I'm a fan of art toys and buy lots of them. That often leads to duplicates. Being an artist myself, I decided to finally use some of those duplicates to modify one myself. I've made some art toys from scratch by 3D printing and laser cutting, but modifying a dunny seemed like a lot of fun too, so I decided to give it a try.
Using sculpey and a bit of paint, you too can mod your own art toy.
You'll want to design your own, so many of the steps will be mainly to show progress, but I'll describe the various tools and techniques I used along the way.
Teachers!

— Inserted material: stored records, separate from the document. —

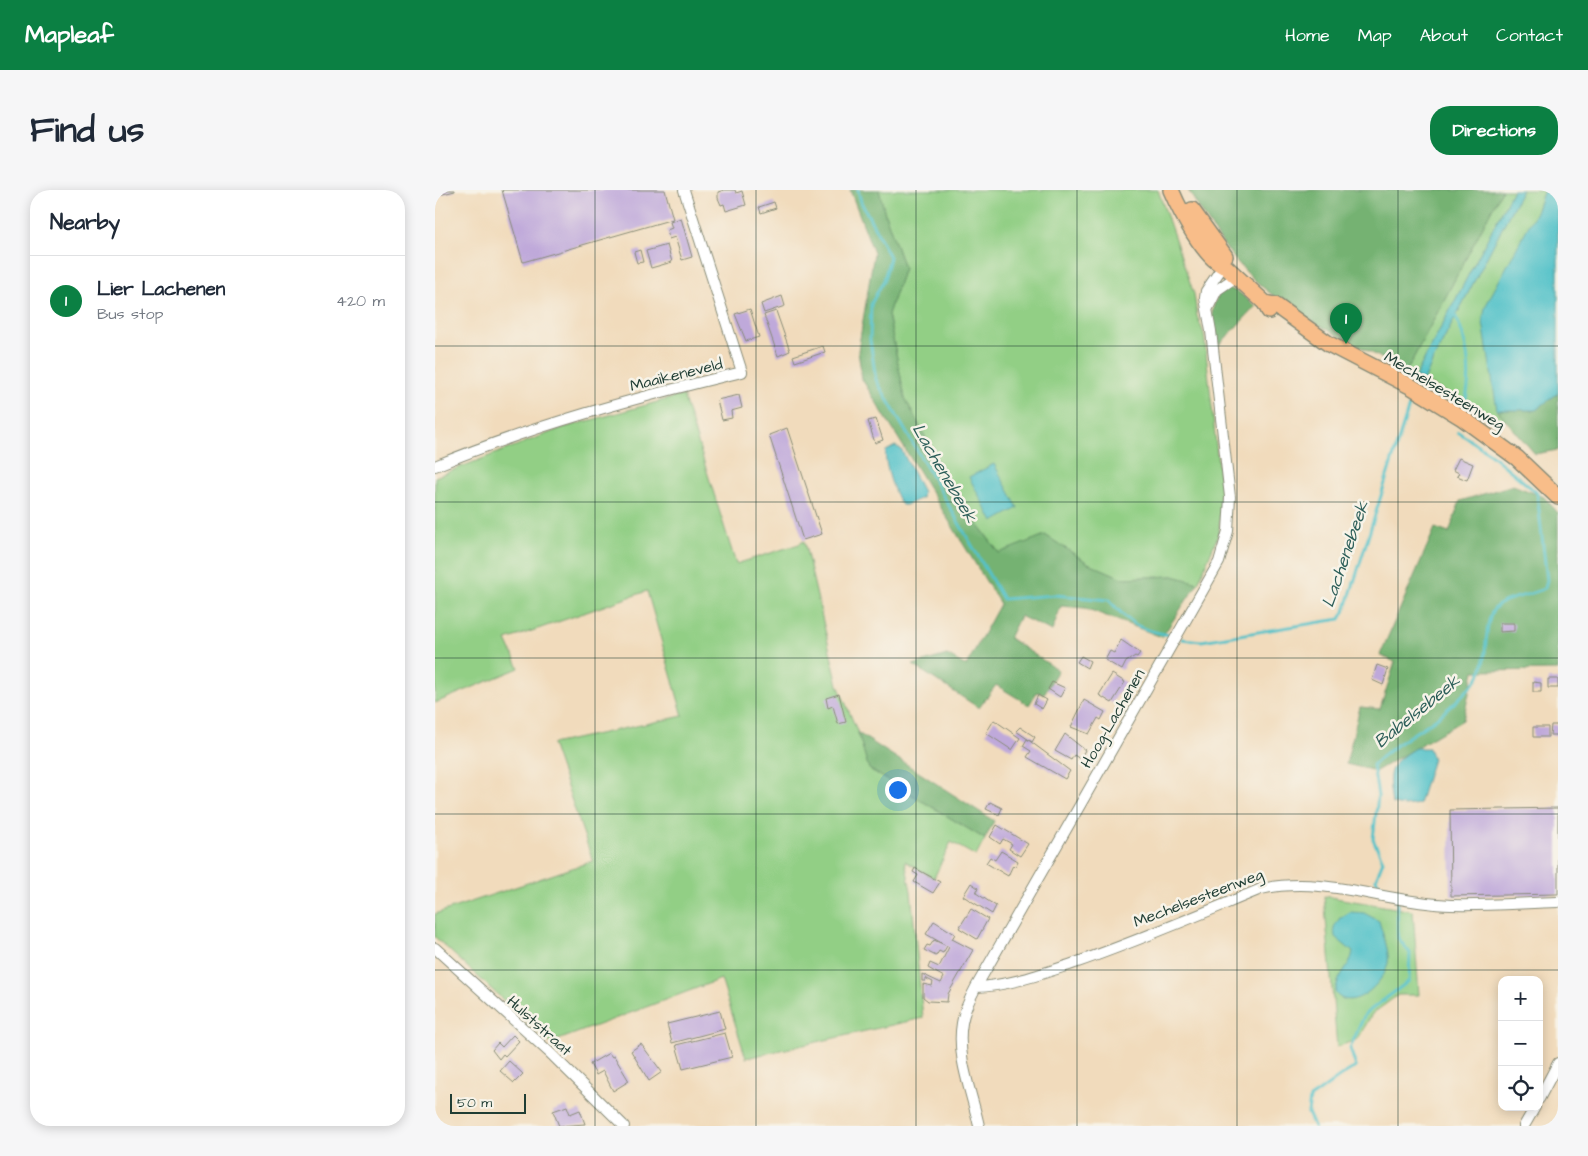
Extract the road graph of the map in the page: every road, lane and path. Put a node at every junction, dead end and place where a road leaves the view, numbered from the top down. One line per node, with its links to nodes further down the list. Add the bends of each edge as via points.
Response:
1 (683, 190): 5 (street, Maaikeneveld, via 743,372 594,410 518,434)
2 (1171, 190): 4 (main road, Mechelsesteenweg, via 1200,242 1218,265)
3 (1182, 190): 4 (main road, Mechelsesteenweg, via 1206,232 1226,258)
4 (1231, 272): 6 (main road, Mechelsesteenweg, via 1265,303 1275,305 1329,344 1412,387 1461,417 1517,458); 9 (street, Hoog-Lachenen, via 1219,272 1206,291 1230,497 1225,546)
5 (435, 466)
6 (1558, 497)
7 (1558, 902): 9 (street, Mechelsesteenweg, via 1450,905 1337,887 1279,885 1261,889 1058,968 1003,983)
8 (435, 948): 13 (street, Hulststraat)
9 (976, 986): 14 (street, Hoog-Lachenen, via 966,1008 961,1052)
10 (1558, 1063): 11 (street)
11 (1543, 1091)
12 (1533, 1111): 15 (street)
13 (624, 1126)
14 (979, 1126)
15 (1525, 1126)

Did you use this instructable in your classroom?
Add a Teacher Note to share how you incorporated it into your lesson.
Step 1: Materials
vinyl toy - I'm using a dunny from Brandt Peter's The 13 series.
white spray paint
cup of water
Step 2: Soften Sculpey
To prepare your Sculpey, knead it until it's soft.
Step 3: Goggles
The Sculpey sticks well to the vinyl, so start by just pressing the clay firmly onto the toy.
Once in place, you can sculpt it by hand and use tools for tight spaces.
You can also use the X-acto to cut off excess clay like where I cut out the "nose" area on the goggles.
Step 4: Strap
Continue adding and sculpting clay.
Step 5: Texture
Some textures can be sculpted by hand or with tools, but for subtle textures, you may want to make an impression with something that has the texture you want. I added a texture to the strap by rolling the grip of my stylus over the strap after I'd sculpted it the way I wanted.
Step 6: Feet
When making pieces that need to be symmetrical, begin with two balls of equal size.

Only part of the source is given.